Avoid loneliness through connection. Get to know your neighbors.

Social capital among Jewish Israelis is quite high. They tend to have strong social networks from school, military service, workplaces, synagogues, and neighborhoods. These networks – and the small size of the country – made the October 7 attacks and subsequent war so difficult. Everybody knows someone who died or was taken hostage. Residents of kibbutzim and other communities near Gaza lost dozens of friends and relatives.

Tel Aviv’s Hostage Square on hostage Kfir Bibas’s first birthday. Photo by Benor.
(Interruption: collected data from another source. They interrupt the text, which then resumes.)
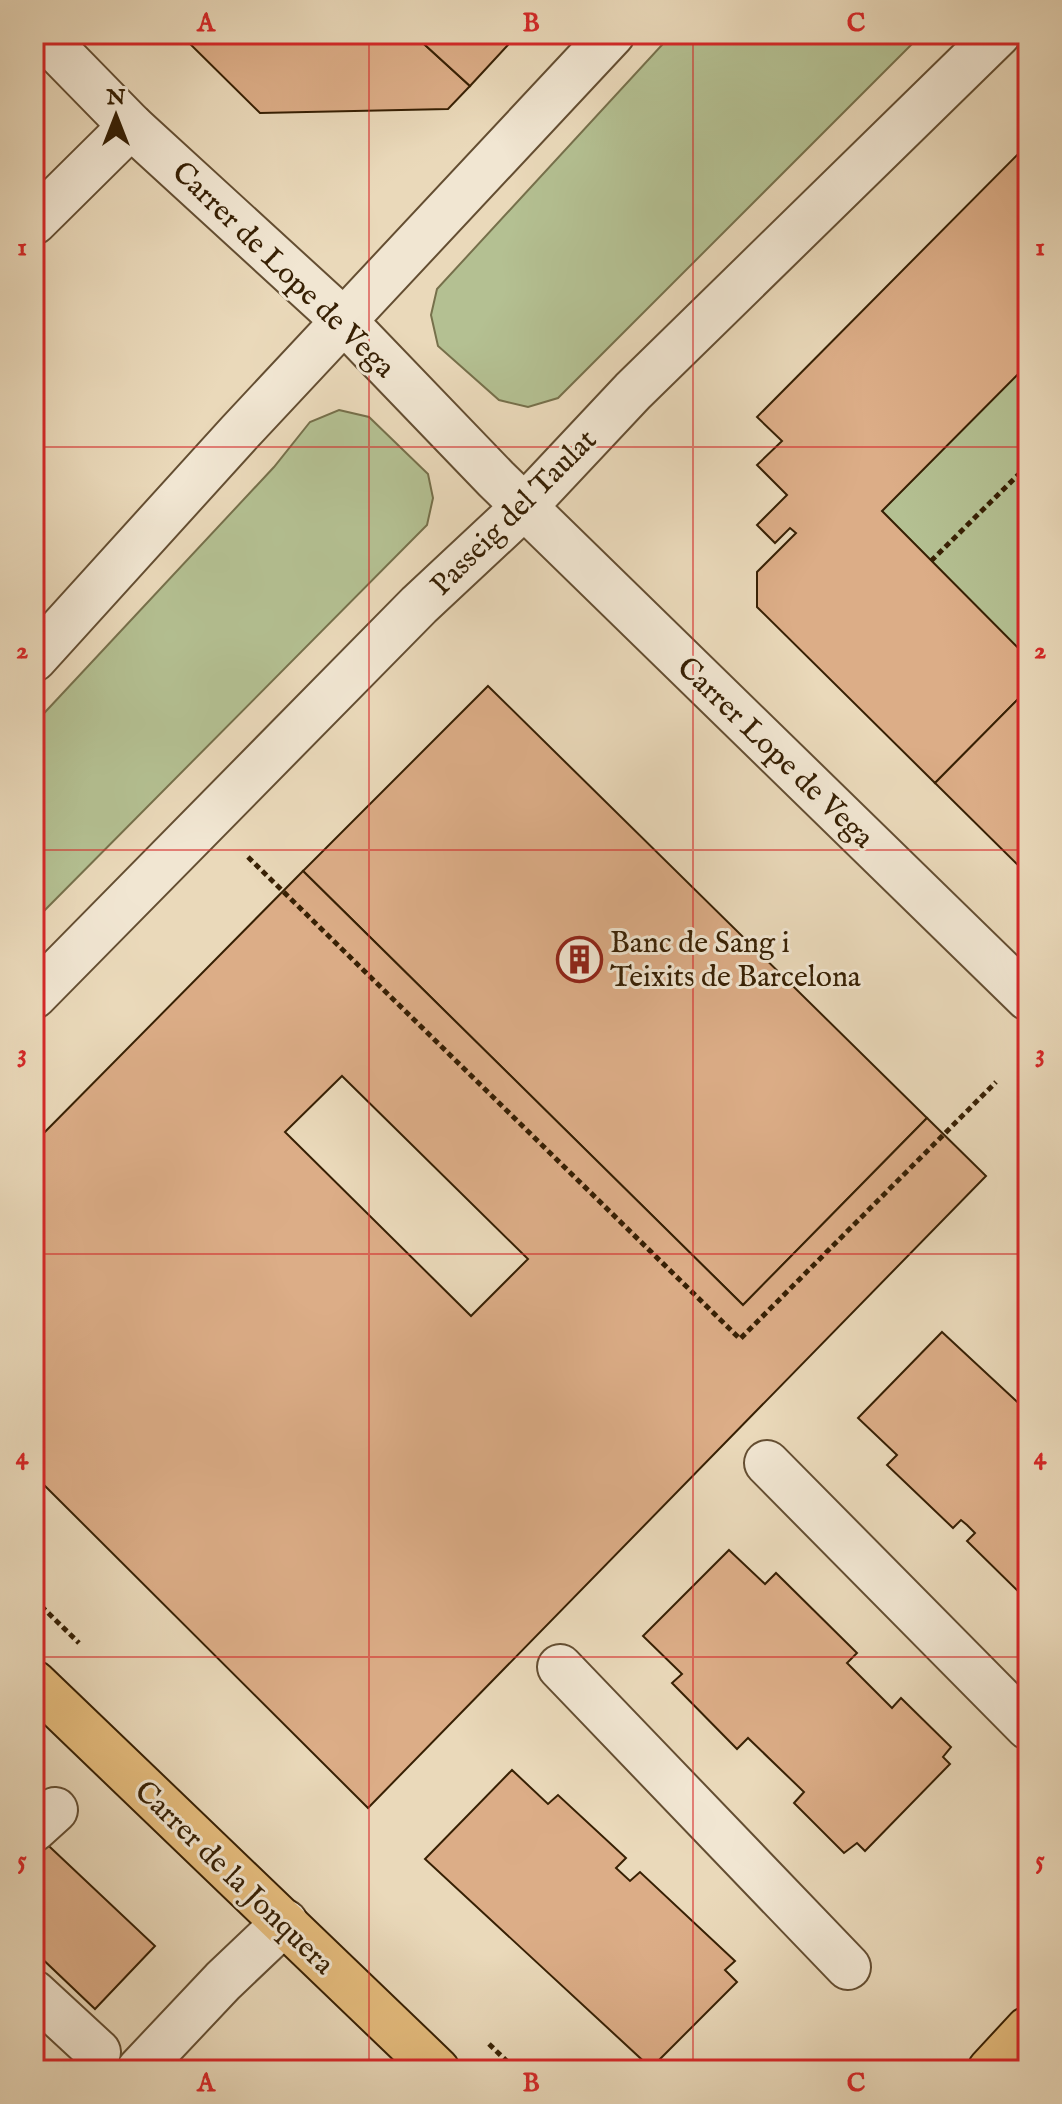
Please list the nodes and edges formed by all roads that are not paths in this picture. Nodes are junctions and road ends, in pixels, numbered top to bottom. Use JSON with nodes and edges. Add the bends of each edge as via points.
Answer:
{"nodes":[{"id":1,"x":41,"y":34,"type":"edge"},
{"id":2,"x":612,"y":34,"type":"edge"},
{"id":3,"x":998,"y":34,"type":"edge"},
{"id":4,"x":131,"y":126,"type":"junction"},
{"id":5,"x":34,"y":222,"type":"edge"},
{"id":6,"x":344,"y":321,"type":"junction"},
{"id":7,"x":525,"y":506,"type":"junction"},
{"id":8,"x":34,"y":659,"type":"edge"},
{"id":9,"x":34,"y":996,"type":"edge"},
{"id":10,"x":1028,"y":998,"type":"edge"},
{"id":11,"x":767,"y":1463,"type":"dead end"},
{"id":12,"x":560,"y":1667,"type":"dead end"},
{"id":13,"x":34,"y":1683,"type":"edge"},
{"id":14,"x":1028,"y":1727,"type":"edge"},
{"id":15,"x":285,"y":1922,"type":"junction"},
{"id":16,"x":848,"y":1967,"type":"dead end"},
{"id":17,"x":34,"y":1993,"type":"edge"},
{"id":18,"x":1028,"y":2029,"type":"edge"},
{"id":19,"x":98,"y":2052,"type":"dead end"},
{"id":20,"x":139,"y":2070,"type":"edge"},
{"id":21,"x":437,"y":2070,"type":"edge"},
{"id":22,"x":990,"y":2070,"type":"edge"}],
"edges":[{"from":1,"to":4,"type":"street","name":"Carrer de Lope de Vega"},
{"from":2,"to":6,"type":"street"},
{"from":3,"to":7,"type":"street","name":"Passeig del Taulat","via":[[633,391]]},
{"from":4,"to":5,"type":"street"},
{"from":4,"to":6,"type":"street","name":"Carrer de Lope de Vega"},
{"from":6,"to":7,"type":"street","name":"Carrer de Lope de Vega"},
{"from":6,"to":8,"type":"street"},
{"from":7,"to":9,"type":"street","name":"Passeig del Taulat","via":[[419,605]]},
{"from":7,"to":10,"type":"street","name":"Carrer Lope de Vega"},
{"from":11,"to":14,"type":"street"},
{"from":12,"to":16,"type":"street"},
{"from":13,"to":15,"type":"main road","name":"Carrer de la Jonquera"},
{"from":15,"to":20,"type":"street"},
{"from":15,"to":21,"type":"main road","name":"Carrer de la Jonquera"},
{"from":17,"to":19,"type":"street"},
{"from":18,"to":22,"type":"main road"}]}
The strong social networks also enabled the country’s resilience, as we learned from a leader of Brothers in Arms in one of their distribution centers. For the past year, hundreds of thousands of Israelis had tapped into their strong networks to organize protests against the Netanyahu government’s judicial reforms. Starting on October 7, those networks became crucial in responding to urgent and evolving needs, from rescuing people trapped in their safe rooms to providing displaced people with services that the government failed to provide. This amplifies another one of Brous’s lessons:

Identify and carry out your unique contributions to society, starting with small acts of service.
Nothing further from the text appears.